### SUPPLIED MATERIAL
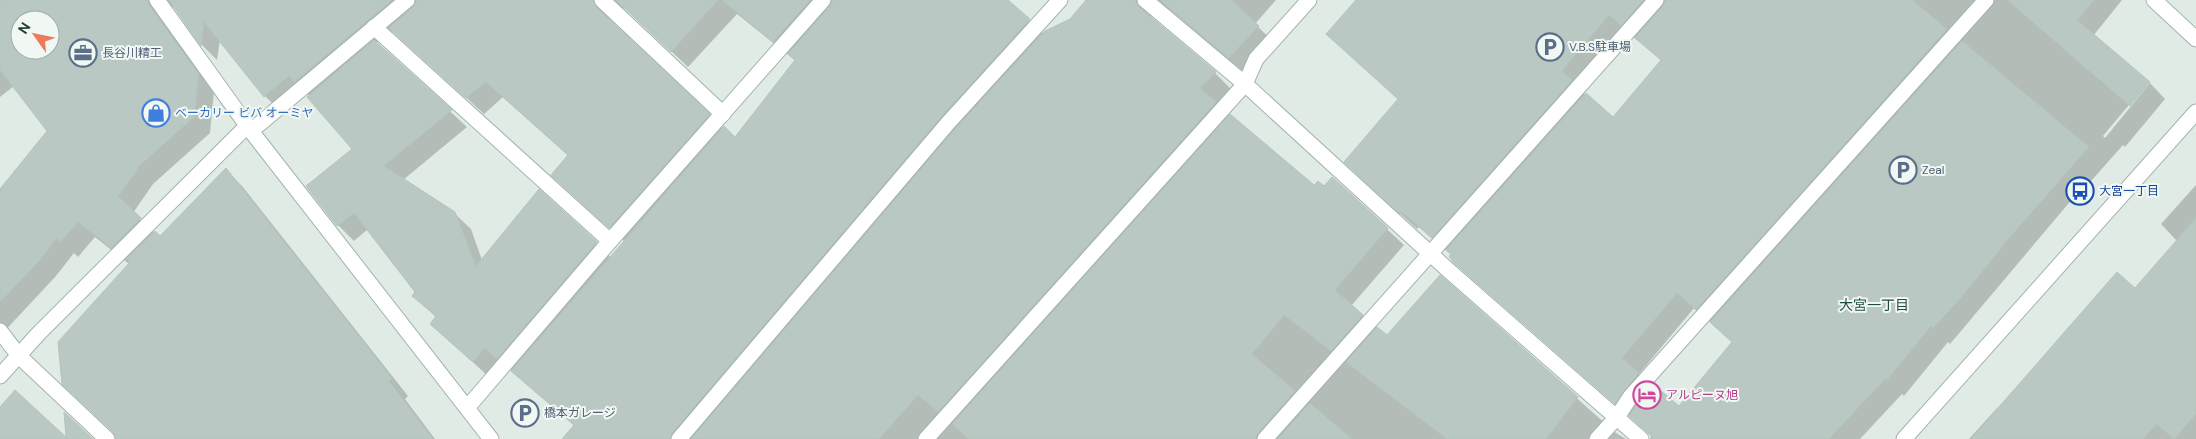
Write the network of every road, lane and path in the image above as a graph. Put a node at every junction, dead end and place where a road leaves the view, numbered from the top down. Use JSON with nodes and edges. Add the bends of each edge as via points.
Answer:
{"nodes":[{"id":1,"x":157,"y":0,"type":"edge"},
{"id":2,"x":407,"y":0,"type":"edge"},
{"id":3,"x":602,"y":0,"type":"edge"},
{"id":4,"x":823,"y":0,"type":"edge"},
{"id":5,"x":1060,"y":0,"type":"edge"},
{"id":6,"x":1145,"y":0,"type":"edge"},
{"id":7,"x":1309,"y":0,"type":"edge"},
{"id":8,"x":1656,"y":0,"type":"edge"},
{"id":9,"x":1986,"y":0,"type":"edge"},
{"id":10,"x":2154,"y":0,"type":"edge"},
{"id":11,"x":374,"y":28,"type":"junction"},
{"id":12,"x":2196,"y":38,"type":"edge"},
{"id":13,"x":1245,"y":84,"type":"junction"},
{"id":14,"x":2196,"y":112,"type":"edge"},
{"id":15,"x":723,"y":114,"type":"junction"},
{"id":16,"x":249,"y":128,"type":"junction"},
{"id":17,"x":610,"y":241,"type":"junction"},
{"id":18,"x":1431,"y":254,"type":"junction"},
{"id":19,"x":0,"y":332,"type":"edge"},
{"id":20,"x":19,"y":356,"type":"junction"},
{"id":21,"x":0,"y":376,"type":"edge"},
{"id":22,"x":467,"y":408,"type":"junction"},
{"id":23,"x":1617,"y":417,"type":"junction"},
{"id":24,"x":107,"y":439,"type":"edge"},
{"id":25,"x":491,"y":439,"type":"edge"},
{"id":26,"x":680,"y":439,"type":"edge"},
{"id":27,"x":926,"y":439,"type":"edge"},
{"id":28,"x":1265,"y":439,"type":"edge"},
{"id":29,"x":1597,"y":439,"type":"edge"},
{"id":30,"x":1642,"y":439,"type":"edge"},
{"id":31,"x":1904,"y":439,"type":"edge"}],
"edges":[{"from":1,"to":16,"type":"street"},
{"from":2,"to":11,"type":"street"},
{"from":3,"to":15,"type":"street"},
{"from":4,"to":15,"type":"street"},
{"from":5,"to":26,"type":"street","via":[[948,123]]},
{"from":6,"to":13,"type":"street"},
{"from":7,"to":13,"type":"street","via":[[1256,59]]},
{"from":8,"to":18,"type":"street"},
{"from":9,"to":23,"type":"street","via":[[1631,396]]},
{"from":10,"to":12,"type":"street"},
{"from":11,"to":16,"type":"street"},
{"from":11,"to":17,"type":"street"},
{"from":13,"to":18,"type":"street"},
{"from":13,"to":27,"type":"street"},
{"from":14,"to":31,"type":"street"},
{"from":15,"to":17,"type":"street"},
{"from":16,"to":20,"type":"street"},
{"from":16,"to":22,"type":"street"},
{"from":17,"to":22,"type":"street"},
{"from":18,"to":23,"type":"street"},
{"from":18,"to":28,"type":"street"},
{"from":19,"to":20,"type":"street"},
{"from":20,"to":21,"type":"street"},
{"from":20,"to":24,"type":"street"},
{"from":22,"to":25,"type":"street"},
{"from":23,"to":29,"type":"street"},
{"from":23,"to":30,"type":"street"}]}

==

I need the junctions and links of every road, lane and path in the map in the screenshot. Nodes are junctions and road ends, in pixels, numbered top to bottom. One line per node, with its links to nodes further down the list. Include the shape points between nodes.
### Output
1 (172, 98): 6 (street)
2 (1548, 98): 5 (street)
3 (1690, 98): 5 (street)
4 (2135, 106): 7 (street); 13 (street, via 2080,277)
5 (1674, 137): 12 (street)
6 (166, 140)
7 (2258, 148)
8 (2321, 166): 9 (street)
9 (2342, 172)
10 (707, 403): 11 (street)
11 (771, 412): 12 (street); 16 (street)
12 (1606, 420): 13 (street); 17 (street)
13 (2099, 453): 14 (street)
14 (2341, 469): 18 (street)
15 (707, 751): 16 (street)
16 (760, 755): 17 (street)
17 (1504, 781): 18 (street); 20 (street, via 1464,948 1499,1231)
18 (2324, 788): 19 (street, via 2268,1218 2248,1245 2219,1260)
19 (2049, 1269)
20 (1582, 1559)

...

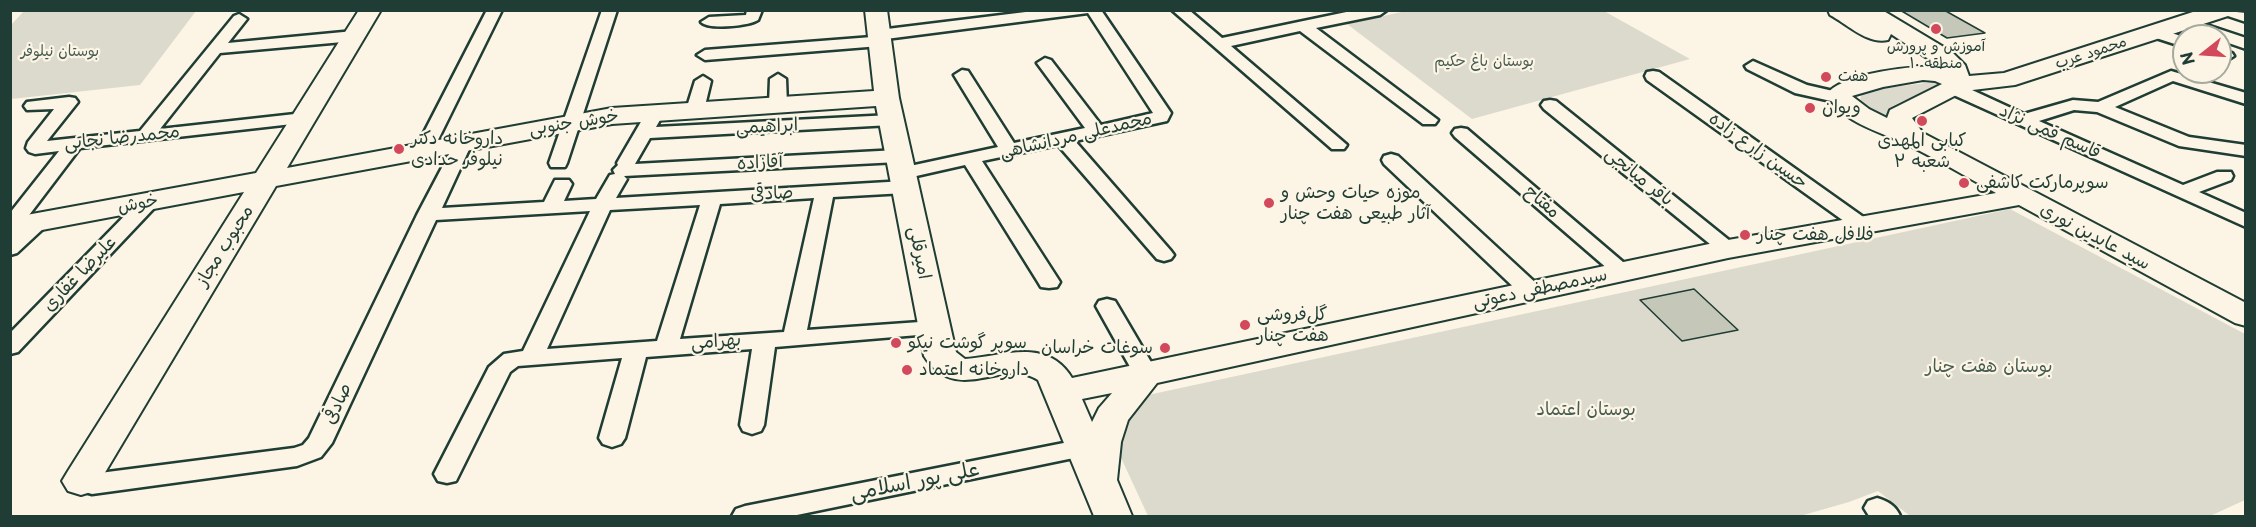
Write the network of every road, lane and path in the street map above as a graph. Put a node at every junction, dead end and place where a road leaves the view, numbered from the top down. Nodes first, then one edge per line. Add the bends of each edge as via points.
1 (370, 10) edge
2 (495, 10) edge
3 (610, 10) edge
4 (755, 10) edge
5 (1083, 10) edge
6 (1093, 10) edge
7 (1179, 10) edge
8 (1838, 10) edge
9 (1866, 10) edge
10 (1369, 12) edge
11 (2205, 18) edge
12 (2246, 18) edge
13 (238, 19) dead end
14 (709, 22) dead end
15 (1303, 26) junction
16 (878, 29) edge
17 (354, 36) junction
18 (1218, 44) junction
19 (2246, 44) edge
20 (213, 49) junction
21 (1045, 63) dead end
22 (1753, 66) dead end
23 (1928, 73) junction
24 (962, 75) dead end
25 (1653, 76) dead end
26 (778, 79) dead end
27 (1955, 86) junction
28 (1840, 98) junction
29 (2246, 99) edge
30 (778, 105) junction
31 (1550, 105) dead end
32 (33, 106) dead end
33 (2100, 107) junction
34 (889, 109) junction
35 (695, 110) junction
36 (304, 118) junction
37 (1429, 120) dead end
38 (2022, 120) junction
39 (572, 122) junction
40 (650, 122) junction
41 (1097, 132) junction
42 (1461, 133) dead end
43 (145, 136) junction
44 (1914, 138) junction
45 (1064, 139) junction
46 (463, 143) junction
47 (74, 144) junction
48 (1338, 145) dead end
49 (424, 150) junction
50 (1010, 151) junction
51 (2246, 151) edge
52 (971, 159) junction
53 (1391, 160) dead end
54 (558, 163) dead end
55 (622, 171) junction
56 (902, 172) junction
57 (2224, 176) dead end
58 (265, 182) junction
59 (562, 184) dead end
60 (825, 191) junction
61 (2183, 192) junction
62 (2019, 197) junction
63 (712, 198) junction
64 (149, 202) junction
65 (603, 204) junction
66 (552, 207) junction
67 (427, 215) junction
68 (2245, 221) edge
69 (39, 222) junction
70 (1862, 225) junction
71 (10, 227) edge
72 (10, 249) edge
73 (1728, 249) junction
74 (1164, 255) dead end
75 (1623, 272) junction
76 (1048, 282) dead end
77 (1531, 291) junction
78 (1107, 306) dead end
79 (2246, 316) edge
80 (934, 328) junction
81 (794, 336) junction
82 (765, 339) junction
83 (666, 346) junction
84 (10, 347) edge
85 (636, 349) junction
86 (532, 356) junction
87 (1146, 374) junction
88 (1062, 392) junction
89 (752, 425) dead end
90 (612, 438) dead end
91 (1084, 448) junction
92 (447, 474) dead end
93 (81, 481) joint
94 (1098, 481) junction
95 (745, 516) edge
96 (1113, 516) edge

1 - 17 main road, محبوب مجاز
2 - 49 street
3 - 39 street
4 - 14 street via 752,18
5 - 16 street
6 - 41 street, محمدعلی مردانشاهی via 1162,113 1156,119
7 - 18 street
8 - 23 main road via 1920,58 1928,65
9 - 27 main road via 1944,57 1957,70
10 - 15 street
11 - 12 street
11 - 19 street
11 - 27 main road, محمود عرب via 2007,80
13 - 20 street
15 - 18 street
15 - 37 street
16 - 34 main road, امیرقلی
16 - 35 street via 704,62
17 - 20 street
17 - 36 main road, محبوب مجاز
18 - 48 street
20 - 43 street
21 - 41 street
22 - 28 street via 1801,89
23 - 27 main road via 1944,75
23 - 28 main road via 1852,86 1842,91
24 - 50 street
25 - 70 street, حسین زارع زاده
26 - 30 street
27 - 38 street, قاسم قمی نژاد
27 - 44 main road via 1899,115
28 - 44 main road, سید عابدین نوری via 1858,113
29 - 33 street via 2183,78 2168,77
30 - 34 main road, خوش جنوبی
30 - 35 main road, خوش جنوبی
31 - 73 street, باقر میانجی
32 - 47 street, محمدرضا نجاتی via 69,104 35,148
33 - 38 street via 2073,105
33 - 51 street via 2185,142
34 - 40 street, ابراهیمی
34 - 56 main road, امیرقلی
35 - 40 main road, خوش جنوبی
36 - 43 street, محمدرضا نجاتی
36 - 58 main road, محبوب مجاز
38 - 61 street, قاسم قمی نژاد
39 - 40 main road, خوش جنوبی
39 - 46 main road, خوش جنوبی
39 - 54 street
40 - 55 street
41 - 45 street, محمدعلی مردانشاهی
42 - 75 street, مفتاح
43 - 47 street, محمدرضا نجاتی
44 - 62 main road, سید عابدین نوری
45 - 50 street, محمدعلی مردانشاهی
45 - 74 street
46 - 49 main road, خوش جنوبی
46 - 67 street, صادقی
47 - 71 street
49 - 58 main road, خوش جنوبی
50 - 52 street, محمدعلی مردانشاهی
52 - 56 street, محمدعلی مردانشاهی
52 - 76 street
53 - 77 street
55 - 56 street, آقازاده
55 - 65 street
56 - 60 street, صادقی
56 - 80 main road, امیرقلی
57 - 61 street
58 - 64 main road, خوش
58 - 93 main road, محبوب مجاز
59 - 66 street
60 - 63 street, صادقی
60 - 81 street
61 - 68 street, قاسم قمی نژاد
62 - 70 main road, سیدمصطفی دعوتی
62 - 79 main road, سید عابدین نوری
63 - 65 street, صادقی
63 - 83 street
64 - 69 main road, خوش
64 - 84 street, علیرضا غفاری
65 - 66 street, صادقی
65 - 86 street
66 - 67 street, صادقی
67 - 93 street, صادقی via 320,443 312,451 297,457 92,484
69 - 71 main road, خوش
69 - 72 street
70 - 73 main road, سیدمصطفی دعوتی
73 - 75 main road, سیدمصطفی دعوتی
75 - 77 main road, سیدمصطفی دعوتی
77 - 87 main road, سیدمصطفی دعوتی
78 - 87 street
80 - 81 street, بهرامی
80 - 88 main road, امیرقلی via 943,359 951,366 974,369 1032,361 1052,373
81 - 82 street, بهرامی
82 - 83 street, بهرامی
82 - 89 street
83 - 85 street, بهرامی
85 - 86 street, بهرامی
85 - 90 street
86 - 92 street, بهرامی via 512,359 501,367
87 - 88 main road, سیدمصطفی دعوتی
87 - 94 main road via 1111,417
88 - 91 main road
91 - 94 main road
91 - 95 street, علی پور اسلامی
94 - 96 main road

### WORK TO BE COMPLETED
Find and copy each line of the material that holds the word "with".

### RESPONSE AREA
Write the network of every road, lane and path in the image above as a graph. Put a node at every junction, dead end and place where a road leaves the view, numbered from the top down. Use JSON with nodes and edges. Add the bends of each edge as via points.
I need the junctions and links of every road, lane and path in the map in the screenshot. Nodes are junctions and road ends, in pixels, numbered top to bottom. One line per node, with its links to nodes further down the list. Include the shape points between nodes.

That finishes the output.